Produce one exact copy of the records, no pictures.

■ Provided data ■
..........
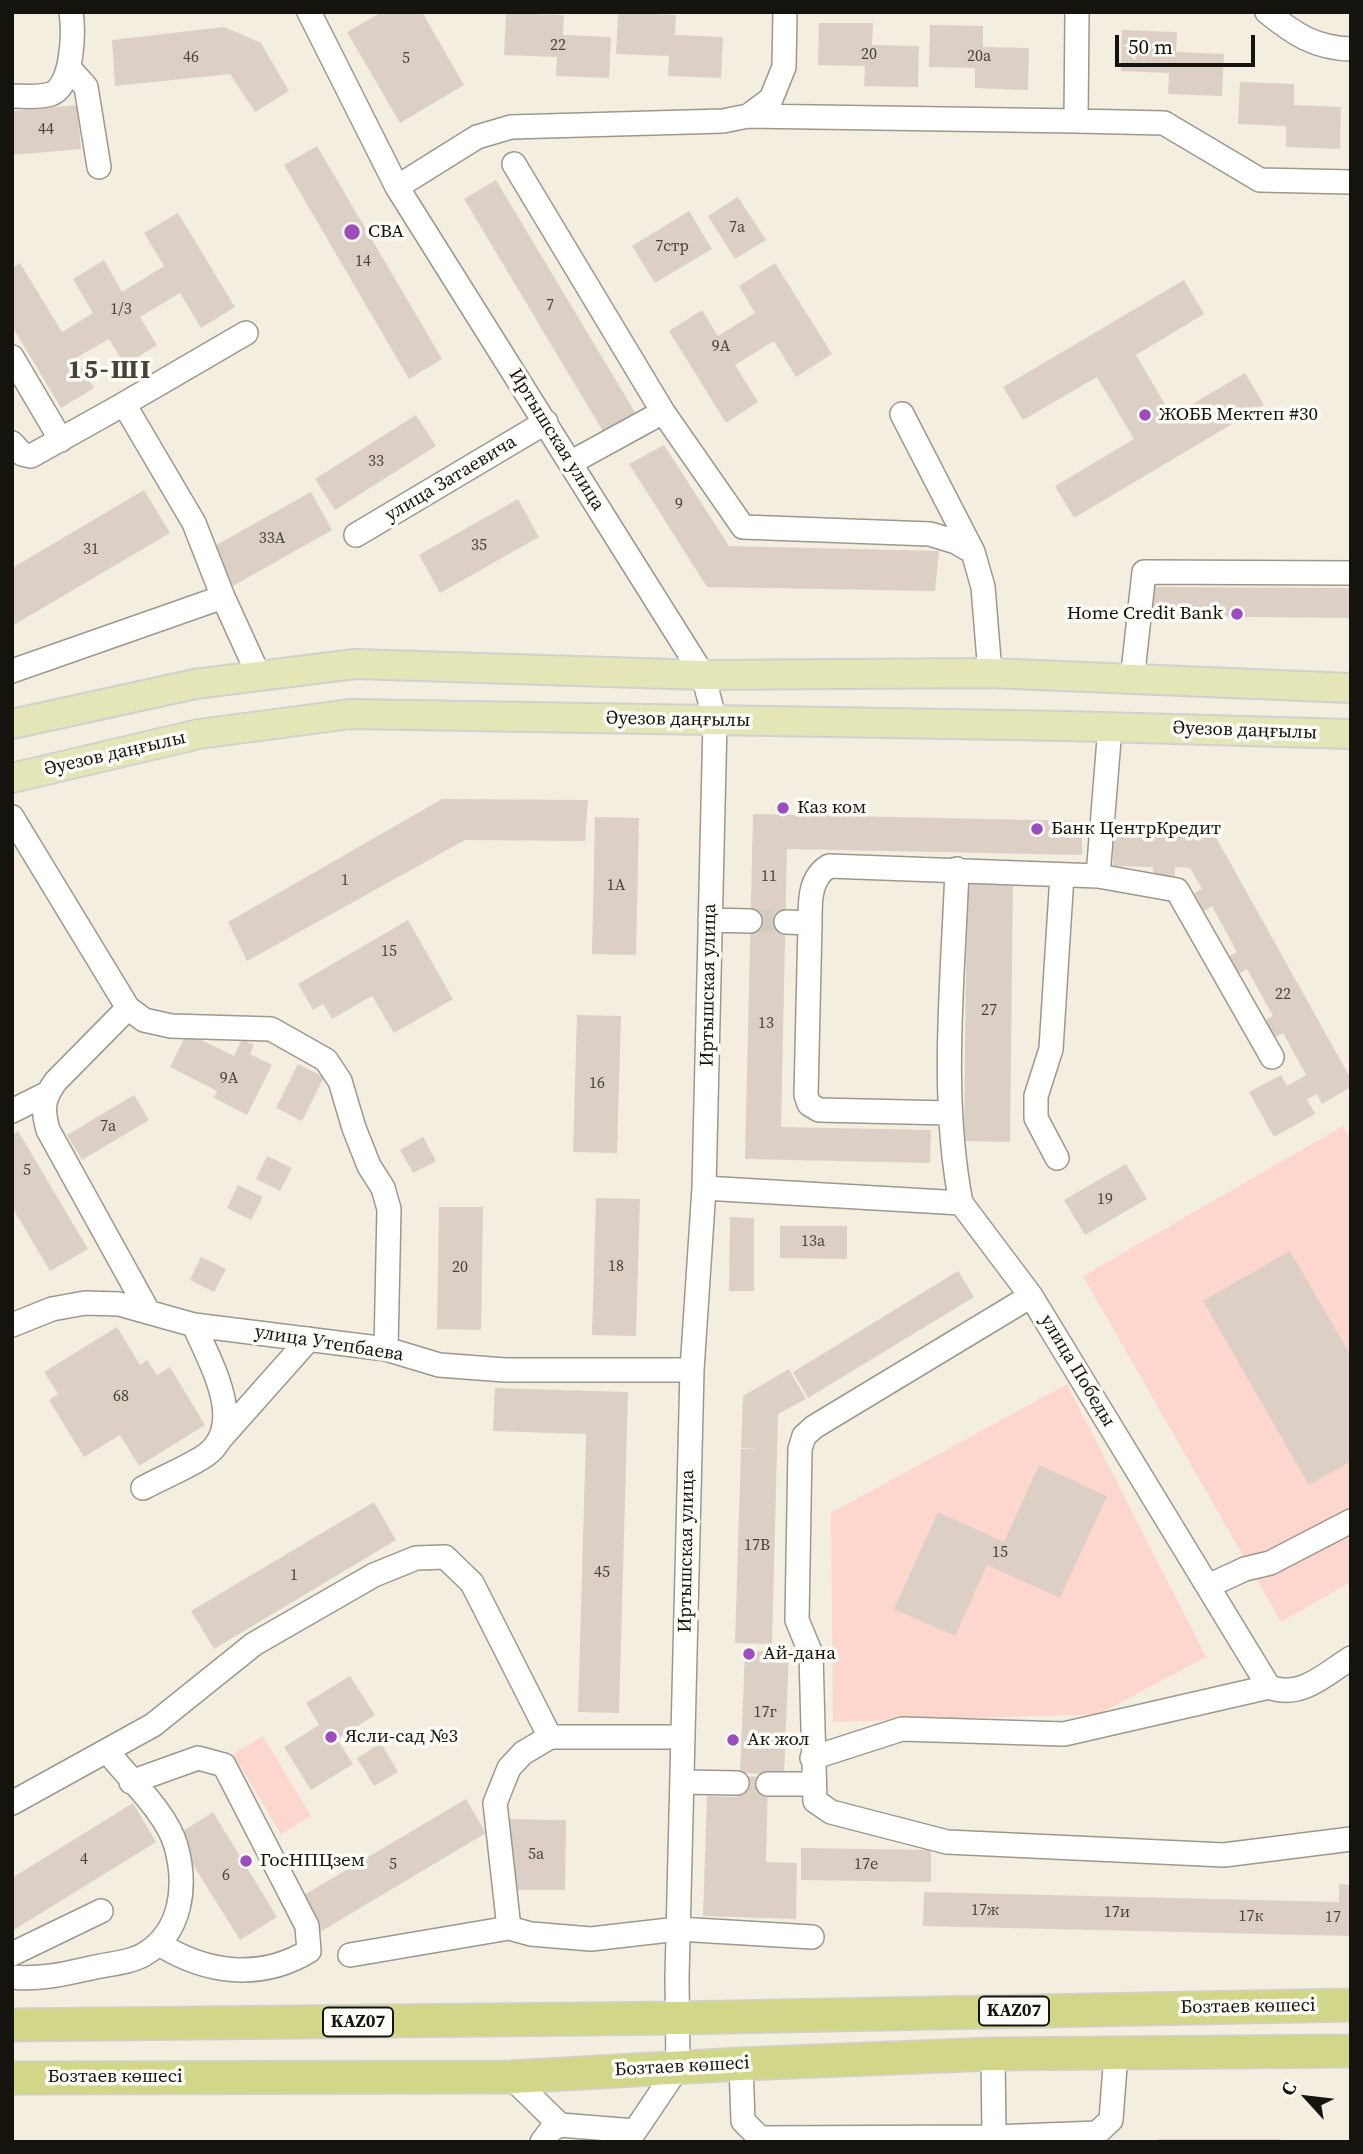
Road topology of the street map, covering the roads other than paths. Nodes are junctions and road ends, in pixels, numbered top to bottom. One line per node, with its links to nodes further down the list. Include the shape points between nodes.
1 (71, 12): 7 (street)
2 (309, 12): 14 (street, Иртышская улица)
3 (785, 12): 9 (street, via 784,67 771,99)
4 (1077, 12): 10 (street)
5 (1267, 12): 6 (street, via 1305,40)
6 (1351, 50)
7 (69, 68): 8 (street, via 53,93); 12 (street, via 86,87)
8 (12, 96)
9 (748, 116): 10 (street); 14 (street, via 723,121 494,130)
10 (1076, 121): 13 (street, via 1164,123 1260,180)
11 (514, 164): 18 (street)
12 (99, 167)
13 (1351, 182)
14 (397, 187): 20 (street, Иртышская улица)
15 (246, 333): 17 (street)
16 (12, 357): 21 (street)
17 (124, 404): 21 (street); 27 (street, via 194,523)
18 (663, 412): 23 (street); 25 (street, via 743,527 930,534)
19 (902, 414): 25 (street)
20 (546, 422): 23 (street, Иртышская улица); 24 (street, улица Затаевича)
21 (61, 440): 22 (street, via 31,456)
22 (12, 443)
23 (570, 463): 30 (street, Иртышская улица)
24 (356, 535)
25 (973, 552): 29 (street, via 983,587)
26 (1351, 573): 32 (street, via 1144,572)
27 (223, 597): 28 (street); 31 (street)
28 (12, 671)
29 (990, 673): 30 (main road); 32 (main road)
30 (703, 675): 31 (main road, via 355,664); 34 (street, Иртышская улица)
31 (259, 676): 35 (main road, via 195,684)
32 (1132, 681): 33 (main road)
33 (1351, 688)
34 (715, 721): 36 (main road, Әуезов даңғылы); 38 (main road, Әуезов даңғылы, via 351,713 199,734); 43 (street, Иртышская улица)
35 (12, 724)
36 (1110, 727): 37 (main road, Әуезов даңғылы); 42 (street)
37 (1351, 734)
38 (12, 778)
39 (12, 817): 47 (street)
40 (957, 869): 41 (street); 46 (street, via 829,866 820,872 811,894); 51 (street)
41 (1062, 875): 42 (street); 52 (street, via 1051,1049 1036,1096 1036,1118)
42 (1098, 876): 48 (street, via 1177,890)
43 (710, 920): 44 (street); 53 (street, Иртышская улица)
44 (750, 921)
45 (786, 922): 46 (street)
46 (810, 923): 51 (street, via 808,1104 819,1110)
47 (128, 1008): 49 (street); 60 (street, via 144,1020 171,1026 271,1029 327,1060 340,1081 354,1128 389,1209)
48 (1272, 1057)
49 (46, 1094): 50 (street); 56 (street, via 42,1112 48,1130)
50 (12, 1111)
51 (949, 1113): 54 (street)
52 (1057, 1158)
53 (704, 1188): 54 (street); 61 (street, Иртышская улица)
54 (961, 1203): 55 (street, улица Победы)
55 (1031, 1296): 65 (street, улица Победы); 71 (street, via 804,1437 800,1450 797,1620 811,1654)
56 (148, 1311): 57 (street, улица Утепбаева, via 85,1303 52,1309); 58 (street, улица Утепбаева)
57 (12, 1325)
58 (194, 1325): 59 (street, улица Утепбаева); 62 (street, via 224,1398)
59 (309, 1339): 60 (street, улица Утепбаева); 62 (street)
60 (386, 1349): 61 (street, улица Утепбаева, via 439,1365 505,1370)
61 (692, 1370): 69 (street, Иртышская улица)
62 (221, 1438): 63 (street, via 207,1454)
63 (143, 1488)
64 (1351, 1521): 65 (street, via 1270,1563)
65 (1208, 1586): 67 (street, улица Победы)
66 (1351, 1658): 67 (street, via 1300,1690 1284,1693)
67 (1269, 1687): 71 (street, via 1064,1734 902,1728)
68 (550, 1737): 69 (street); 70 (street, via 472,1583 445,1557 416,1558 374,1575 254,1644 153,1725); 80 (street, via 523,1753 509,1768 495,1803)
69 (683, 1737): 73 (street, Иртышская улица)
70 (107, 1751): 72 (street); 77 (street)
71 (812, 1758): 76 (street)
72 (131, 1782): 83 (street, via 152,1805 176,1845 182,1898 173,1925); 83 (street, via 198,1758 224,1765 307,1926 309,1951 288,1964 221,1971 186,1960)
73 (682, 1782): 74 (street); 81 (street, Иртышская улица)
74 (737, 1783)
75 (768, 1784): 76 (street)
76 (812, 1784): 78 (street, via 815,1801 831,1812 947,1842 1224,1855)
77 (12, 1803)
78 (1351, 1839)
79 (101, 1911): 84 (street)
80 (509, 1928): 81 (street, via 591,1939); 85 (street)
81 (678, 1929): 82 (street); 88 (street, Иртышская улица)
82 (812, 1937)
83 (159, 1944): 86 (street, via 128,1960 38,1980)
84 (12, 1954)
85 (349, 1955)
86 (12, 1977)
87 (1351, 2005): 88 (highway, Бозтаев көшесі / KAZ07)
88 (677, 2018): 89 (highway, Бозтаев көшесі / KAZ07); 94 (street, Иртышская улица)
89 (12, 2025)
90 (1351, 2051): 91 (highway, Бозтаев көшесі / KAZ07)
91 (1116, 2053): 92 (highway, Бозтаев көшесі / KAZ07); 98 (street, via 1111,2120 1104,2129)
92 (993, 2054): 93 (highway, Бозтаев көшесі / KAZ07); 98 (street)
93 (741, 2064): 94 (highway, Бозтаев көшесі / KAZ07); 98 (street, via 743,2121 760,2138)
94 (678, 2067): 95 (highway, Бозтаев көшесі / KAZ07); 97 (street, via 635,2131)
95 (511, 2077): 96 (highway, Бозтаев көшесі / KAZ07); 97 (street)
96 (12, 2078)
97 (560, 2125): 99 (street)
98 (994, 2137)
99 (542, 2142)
..........
■ Response to this exercise ■
Road topology of the street map, covering the roads other than paths. Nodes are junctions and road ends, in pixels, numbered top to bottom. One line per node, with its links to nodes further down the list. Include the shape points between nodes.
1 (71, 12): 7 (street)
2 (309, 12): 14 (street, Иртышская улица)
3 (785, 12): 9 (street, via 784,67 771,99)
4 (1077, 12): 10 (street)
5 (1267, 12): 6 (street, via 1305,40)
6 (1351, 50)
7 (69, 68): 8 (street, via 53,93); 12 (street, via 86,87)
8 (12, 96)
9 (748, 116): 10 (street); 14 (street, via 723,121 494,130)
10 (1076, 121): 13 (street, via 1164,123 1260,180)
11 (514, 164): 18 (street)
12 (99, 167)
13 (1351, 182)
14 (397, 187): 20 (street, Иртышская улица)
15 (246, 333): 17 (street)
16 (12, 357): 21 (street)
17 (124, 404): 21 (street); 27 (street, via 194,523)
18 (663, 412): 23 (street); 25 (street, via 743,527 930,534)
19 (902, 414): 25 (street)
20 (546, 422): 23 (street, Иртышская улица); 24 (street, улица Затаевича)
21 (61, 440): 22 (street, via 31,456)
22 (12, 443)
23 (570, 463): 30 (street, Иртышская улица)
24 (356, 535)
25 (973, 552): 29 (street, via 983,587)
26 (1351, 573): 32 (street, via 1144,572)
27 (223, 597): 28 (street); 31 (street)
28 (12, 671)
29 (990, 673): 30 (main road); 32 (main road)
30 (703, 675): 31 (main road, via 355,664); 34 (street, Иртышская улица)
31 (259, 676): 35 (main road, via 195,684)
32 (1132, 681): 33 (main road)
33 (1351, 688)
34 (715, 721): 36 (main road, Әуезов даңғылы); 38 (main road, Әуезов даңғылы, via 351,713 199,734); 43 (street, Иртышская улица)
35 (12, 724)
36 (1110, 727): 37 (main road, Әуезов даңғылы); 42 (street)
37 (1351, 734)
38 (12, 778)
39 (12, 817): 47 (street)
40 (957, 869): 41 (street); 46 (street, via 829,866 820,872 811,894); 51 (street)
41 (1062, 875): 42 (street); 52 (street, via 1051,1049 1036,1096 1036,1118)
42 (1098, 876): 48 (street, via 1177,890)
43 (710, 920): 44 (street); 53 (street, Иртышская улица)
44 (750, 921)
45 (786, 922): 46 (street)
46 (810, 923): 51 (street, via 808,1104 819,1110)
47 (128, 1008): 49 (street); 60 (street, via 144,1020 171,1026 271,1029 327,1060 340,1081 354,1128 389,1209)
48 (1272, 1057)
49 (46, 1094): 50 (street); 56 (street, via 42,1112 48,1130)
50 (12, 1111)
51 (949, 1113): 54 (street)
52 (1057, 1158)
53 (704, 1188): 54 (street); 61 (street, Иртышская улица)
54 (961, 1203): 55 (street, улица Победы)
55 (1031, 1296): 65 (street, улица Победы); 71 (street, via 804,1437 800,1450 797,1620 811,1654)
56 (148, 1311): 57 (street, улица Утепбаева, via 85,1303 52,1309); 58 (street, улица Утепбаева)
57 (12, 1325)
58 (194, 1325): 59 (street, улица Утепбаева); 62 (street, via 224,1398)
59 (309, 1339): 60 (street, улица Утепбаева); 62 (street)
60 (386, 1349): 61 (street, улица Утепбаева, via 439,1365 505,1370)
61 (692, 1370): 69 (street, Иртышская улица)
62 (221, 1438): 63 (street, via 207,1454)
63 (143, 1488)
64 (1351, 1521): 65 (street, via 1270,1563)
65 (1208, 1586): 67 (street, улица Победы)
66 (1351, 1658): 67 (street, via 1300,1690 1284,1693)
67 (1269, 1687): 71 (street, via 1064,1734 902,1728)
68 (550, 1737): 69 (street); 70 (street, via 472,1583 445,1557 416,1558 374,1575 254,1644 153,1725); 80 (street, via 523,1753 509,1768 495,1803)
69 (683, 1737): 73 (street, Иртышская улица)
70 (107, 1751): 72 (street); 77 (street)
71 (812, 1758): 76 (street)
72 (131, 1782): 83 (street, via 152,1805 176,1845 182,1898 173,1925); 83 (street, via 198,1758 224,1765 307,1926 309,1951 288,1964 221,1971 186,1960)
73 (682, 1782): 74 (street); 81 (street, Иртышская улица)
74 (737, 1783)
75 (768, 1784): 76 (street)
76 (812, 1784): 78 (street, via 815,1801 831,1812 947,1842 1224,1855)
77 (12, 1803)
78 (1351, 1839)
79 (101, 1911): 84 (street)
80 (509, 1928): 81 (street, via 591,1939); 85 (street)
81 (678, 1929): 82 (street); 88 (street, Иртышская улица)
82 (812, 1937)
83 (159, 1944): 86 (street, via 128,1960 38,1980)
84 (12, 1954)
85 (349, 1955)
86 (12, 1977)
87 (1351, 2005): 88 (highway, Бозтаев көшесі / KAZ07)
88 (677, 2018): 89 (highway, Бозтаев көшесі / KAZ07); 94 (street, Иртышская улица)
89 (12, 2025)
90 (1351, 2051): 91 (highway, Бозтаев көшесі / KAZ07)
91 (1116, 2053): 92 (highway, Бозтаев көшесі / KAZ07); 98 (street, via 1111,2120 1104,2129)
92 (993, 2054): 93 (highway, Бозтаев көшесі / KAZ07); 98 (street)
93 (741, 2064): 94 (highway, Бозтаев көшесі / KAZ07); 98 (street, via 743,2121 760,2138)
94 (678, 2067): 95 (highway, Бозтаев көшесі / KAZ07); 97 (street, via 635,2131)
95 (511, 2077): 96 (highway, Бозтаев көшесі / KAZ07); 97 (street)
96 (12, 2078)
97 (560, 2125): 99 (street)
98 (994, 2137)
99 (542, 2142)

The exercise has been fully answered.